═══ EXTRACTED MATERIAL

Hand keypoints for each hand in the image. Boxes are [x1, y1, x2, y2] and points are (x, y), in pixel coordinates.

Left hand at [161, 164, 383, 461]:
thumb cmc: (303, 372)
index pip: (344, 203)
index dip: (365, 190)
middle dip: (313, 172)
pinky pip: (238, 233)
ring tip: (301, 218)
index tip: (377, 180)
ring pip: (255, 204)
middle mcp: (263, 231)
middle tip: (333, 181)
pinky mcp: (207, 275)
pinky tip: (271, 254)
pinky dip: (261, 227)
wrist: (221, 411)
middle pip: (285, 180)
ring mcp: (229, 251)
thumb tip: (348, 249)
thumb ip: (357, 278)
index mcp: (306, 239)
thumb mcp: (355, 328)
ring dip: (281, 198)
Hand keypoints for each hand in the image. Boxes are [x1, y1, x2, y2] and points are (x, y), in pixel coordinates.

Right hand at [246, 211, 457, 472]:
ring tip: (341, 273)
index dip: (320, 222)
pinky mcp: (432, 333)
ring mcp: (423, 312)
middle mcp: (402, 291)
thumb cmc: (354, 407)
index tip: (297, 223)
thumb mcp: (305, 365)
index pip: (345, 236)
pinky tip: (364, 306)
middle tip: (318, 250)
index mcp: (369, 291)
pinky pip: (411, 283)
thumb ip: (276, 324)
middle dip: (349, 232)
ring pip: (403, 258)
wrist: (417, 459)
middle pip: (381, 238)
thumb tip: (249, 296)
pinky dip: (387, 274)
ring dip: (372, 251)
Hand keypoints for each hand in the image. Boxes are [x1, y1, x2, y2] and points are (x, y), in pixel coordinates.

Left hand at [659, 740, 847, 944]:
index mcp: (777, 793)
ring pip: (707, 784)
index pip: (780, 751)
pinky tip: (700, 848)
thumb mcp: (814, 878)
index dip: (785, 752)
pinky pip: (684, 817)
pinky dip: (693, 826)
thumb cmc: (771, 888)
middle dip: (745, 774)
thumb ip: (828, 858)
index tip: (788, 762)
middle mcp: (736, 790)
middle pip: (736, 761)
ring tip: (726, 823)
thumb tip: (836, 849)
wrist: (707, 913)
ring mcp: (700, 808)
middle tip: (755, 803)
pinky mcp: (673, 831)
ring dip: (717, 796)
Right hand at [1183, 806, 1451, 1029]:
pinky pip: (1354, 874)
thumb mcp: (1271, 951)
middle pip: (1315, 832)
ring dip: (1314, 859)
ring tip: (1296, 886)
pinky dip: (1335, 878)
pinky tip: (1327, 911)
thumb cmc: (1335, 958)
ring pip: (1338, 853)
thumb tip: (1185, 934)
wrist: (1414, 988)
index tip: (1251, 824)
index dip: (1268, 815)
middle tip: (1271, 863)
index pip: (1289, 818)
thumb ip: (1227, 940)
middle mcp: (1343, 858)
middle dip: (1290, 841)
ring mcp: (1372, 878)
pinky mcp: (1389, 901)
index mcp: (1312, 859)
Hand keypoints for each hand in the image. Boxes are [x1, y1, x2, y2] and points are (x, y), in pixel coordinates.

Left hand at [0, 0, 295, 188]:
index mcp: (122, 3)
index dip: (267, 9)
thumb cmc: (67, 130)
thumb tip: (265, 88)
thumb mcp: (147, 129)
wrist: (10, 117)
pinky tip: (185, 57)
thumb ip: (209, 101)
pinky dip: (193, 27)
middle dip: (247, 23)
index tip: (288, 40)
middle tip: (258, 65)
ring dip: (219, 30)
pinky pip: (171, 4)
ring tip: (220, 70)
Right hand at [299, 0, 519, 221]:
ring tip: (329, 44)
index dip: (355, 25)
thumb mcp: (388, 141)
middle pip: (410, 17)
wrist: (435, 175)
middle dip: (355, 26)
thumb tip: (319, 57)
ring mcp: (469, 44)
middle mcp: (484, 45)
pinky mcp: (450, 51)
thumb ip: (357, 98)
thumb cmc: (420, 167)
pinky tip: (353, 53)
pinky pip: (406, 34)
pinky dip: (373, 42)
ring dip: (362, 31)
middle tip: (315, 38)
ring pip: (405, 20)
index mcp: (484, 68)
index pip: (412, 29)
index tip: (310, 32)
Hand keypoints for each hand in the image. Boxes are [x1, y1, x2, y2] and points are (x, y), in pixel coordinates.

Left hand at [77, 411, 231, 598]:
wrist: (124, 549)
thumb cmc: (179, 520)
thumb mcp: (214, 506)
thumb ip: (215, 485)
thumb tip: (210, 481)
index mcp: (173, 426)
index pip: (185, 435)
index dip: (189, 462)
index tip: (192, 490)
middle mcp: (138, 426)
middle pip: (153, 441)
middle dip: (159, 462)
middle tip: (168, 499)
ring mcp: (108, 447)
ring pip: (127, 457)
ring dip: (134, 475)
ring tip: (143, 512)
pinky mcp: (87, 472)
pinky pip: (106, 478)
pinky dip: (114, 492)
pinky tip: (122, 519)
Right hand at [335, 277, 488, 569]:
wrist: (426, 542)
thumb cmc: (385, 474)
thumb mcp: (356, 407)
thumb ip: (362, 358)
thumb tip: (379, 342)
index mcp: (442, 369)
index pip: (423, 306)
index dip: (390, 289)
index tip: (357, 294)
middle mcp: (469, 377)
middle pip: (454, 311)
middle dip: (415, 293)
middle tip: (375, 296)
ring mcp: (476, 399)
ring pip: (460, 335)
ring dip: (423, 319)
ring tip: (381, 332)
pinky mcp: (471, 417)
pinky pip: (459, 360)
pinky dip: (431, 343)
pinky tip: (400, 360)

══════

• TASK TO COMPLETE:
Beginning at the first line of the data above, retype each line until you reach the line containing "ring dip: (281, 198)", and include that one too. Add nothing else.

• ANSWER SECTION:
Hand keypoints for each hand in the image. Boxes are [x1, y1, x2, y2] and points are (x, y), in pixel coordinates.

Left hand at [161, 164, 383, 461]:
thumb cmc: (303, 372)
index pip: (344, 203)
index dip: (365, 190)
middle dip: (313, 172)
pinky pip: (238, 233)
ring tip: (301, 218)
index tip: (377, 180)
ring pip: (255, 204)
middle mcp: (263, 231)
middle tip: (333, 181)
pinky mcp: (207, 275)
pinky tip: (271, 254)
pinky dip: (261, 227)
wrist: (221, 411)
middle pip: (285, 180)
ring mcp: (229, 251)
thumb tip: (348, 249)
thumb ip: (357, 278)
index mcp: (306, 239)
thumb mcp: (355, 328)
ring dip: (281, 198)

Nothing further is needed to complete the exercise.